A data-driven method for detecting and diagnosing causes of water quality contamination in a dataset with a high rate of missing values

Abstract

Democratization of sensing devices in industrial systems has made it possible to collect a large amount of data of different types, which has led to the necessity of handling complex analyses for knowledge extraction. The field of water resources is of those areas which has drawn the attention of decision-makers seeking to preserve human health and safety. Recent advances in Artificial Intelligence, particularly in the domain of Machine Learning, have opened the potential to leverage massive data to better address the issue related to the relationship between water quality and human activities. However, high rate of missing data and heterogeneity of the measurements are scientific issues that cannot be solved by standard methods, especially when no prior knowledge on the label of each observation is provided.
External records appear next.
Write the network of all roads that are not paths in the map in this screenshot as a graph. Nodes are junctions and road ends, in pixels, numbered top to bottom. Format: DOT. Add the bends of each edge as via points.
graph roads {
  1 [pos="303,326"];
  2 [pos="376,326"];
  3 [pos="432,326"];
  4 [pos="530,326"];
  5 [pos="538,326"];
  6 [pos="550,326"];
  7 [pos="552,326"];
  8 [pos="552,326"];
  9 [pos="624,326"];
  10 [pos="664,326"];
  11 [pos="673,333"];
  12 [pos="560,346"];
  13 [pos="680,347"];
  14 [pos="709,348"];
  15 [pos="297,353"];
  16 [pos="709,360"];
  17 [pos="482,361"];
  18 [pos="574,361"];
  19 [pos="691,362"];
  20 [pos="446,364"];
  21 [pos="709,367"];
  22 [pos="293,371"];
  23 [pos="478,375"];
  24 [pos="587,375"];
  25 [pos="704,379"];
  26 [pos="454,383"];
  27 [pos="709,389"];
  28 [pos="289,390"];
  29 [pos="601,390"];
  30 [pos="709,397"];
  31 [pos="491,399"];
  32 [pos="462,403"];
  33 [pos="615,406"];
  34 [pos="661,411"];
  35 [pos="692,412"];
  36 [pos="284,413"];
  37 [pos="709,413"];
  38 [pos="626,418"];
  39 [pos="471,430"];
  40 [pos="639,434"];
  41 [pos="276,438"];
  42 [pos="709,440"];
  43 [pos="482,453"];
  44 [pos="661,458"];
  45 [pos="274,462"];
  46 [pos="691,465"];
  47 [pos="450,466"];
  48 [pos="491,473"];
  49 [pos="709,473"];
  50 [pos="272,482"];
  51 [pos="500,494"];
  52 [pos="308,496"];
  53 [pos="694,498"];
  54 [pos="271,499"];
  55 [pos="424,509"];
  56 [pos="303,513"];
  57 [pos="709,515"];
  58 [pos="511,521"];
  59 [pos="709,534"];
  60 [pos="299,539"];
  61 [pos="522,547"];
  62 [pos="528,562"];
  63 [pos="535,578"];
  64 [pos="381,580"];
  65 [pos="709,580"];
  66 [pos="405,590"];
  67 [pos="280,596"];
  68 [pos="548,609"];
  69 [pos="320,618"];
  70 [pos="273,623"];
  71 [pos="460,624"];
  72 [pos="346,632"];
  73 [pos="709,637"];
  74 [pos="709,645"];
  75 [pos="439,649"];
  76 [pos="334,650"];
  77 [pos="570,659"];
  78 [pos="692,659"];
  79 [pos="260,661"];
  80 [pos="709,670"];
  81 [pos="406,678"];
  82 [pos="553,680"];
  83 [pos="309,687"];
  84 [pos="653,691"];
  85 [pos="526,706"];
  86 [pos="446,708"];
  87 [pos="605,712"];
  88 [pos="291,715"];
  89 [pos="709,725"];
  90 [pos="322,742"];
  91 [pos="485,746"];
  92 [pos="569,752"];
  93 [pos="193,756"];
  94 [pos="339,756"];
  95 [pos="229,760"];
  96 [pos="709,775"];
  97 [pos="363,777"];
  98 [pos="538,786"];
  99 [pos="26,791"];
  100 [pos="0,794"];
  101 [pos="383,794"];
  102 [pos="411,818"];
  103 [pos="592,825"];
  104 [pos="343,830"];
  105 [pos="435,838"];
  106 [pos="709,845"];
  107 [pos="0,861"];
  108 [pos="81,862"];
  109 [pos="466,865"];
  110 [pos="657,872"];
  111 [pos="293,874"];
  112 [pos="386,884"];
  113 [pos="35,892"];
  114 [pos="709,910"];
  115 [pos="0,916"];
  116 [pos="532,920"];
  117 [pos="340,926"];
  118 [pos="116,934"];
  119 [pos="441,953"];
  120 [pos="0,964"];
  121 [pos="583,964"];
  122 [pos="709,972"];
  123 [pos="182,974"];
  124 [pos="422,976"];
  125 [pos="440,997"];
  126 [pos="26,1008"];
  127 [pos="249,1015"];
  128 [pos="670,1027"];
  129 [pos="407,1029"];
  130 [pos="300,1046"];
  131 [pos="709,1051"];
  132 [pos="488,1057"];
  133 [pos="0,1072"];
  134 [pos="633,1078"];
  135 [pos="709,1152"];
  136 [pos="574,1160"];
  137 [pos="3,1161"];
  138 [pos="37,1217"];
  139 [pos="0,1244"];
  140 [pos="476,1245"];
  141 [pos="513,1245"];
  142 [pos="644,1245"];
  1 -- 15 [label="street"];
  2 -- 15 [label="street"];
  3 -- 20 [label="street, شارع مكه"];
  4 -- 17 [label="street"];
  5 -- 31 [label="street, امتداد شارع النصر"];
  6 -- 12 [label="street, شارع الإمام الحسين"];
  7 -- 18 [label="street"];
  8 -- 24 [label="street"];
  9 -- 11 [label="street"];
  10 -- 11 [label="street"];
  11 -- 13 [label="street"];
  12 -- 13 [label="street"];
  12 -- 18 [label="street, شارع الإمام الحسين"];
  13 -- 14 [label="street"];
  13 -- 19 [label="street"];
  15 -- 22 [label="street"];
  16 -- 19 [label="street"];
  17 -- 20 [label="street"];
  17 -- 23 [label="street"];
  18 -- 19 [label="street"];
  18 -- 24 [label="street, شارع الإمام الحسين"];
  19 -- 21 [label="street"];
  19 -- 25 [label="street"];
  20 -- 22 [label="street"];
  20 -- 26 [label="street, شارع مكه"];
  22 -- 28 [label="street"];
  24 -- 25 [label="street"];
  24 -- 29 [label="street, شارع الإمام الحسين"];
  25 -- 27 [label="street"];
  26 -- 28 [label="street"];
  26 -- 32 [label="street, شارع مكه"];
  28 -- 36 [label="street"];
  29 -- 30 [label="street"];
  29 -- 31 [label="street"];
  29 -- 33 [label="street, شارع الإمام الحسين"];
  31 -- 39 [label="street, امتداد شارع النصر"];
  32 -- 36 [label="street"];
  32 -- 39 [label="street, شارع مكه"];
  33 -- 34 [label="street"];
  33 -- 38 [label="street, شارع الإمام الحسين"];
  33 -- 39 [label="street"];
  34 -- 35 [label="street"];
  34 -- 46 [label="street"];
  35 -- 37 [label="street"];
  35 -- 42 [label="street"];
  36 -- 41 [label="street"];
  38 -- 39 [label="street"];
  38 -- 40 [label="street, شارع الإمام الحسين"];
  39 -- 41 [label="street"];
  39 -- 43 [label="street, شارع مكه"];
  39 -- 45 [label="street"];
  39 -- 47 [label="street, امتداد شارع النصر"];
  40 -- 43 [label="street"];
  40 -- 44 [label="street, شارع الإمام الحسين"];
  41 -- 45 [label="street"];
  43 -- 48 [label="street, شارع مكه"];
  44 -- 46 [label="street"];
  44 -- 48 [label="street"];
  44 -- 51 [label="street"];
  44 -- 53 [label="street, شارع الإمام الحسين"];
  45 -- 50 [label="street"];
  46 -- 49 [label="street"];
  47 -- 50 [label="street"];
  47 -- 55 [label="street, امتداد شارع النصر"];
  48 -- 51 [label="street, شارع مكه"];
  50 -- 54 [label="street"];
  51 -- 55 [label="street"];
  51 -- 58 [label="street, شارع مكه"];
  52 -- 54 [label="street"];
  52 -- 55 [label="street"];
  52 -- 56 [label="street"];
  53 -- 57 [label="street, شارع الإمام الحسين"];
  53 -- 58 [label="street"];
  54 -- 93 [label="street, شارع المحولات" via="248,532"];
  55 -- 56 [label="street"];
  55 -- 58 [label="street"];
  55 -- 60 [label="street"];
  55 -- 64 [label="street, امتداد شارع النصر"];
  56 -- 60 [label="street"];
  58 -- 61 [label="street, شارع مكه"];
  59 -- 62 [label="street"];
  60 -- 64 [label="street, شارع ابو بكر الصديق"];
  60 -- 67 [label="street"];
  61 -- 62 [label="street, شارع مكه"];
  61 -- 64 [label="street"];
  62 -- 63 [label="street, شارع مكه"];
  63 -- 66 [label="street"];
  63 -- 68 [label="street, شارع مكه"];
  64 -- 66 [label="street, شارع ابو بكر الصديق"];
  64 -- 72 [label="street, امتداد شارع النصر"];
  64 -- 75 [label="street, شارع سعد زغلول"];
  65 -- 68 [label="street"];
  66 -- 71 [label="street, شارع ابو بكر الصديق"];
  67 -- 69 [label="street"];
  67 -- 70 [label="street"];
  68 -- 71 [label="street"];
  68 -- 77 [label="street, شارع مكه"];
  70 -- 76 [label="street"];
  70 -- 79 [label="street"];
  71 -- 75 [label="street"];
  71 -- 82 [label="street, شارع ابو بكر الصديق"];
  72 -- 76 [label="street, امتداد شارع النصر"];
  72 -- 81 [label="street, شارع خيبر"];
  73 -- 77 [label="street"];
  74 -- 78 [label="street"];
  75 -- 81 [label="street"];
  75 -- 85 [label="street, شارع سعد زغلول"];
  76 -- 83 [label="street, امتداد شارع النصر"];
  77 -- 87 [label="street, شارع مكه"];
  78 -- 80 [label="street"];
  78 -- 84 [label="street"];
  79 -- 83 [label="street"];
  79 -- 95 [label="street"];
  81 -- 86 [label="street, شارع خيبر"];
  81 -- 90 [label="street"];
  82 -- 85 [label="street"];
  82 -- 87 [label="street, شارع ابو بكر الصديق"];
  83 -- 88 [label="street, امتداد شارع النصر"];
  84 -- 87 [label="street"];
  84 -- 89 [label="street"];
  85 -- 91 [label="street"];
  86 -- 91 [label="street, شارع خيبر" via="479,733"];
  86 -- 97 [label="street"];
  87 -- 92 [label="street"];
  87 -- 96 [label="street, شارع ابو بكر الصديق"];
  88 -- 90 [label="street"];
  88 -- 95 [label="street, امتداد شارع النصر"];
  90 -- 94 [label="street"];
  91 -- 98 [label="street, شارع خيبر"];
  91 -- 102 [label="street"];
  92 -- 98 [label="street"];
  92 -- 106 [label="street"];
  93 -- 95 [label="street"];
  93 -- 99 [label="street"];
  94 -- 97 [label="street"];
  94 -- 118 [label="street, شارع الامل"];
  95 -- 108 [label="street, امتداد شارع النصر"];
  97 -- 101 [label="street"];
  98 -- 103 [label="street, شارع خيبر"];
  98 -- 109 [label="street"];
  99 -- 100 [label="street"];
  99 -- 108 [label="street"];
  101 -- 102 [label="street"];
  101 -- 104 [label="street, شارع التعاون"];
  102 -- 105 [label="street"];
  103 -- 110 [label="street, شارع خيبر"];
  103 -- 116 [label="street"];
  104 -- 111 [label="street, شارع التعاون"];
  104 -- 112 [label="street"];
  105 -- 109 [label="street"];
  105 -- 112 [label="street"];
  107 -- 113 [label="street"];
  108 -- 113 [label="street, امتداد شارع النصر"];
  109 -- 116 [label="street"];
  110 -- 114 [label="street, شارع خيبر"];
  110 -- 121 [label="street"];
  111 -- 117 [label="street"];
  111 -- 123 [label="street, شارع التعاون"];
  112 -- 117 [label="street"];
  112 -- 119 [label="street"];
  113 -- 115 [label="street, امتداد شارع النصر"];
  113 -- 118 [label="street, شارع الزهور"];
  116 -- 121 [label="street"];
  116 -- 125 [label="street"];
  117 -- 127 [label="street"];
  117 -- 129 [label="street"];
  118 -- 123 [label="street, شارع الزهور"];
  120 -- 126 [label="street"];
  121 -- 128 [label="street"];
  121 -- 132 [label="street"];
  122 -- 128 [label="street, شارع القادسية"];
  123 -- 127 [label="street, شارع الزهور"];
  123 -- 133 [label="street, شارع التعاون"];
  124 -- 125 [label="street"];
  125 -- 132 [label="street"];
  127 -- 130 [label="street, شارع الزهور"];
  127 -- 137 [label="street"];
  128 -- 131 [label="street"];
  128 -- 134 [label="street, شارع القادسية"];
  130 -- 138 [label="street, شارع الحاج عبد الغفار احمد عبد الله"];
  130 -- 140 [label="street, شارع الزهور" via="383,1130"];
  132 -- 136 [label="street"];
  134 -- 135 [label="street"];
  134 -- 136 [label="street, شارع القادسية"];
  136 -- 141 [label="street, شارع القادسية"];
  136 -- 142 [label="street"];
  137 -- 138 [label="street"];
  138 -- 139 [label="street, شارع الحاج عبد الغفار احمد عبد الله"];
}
In this article, Prognostics and Health Management was implemented to detect and diagnose anomalies in water quality datasets, taking into account the uncertainties induced by the above-mentioned issues. Fuzzy c-means was used to identify the different water quality classes, while Random Forest was applied to determine the most influencing parameters, with respect to potential contamination of water resources in the southwest of France. The results suggest that multiple imputation methods can handle the missingness issue, while the use of decision rules based on well-known water quality standards can solve the problem regarding the lack of labelled observations. In addition, two potential sources of contamination (atrazine and nitrate) were identified and then validated by hydrogeology experts, prior to further online deployment of the proposed model.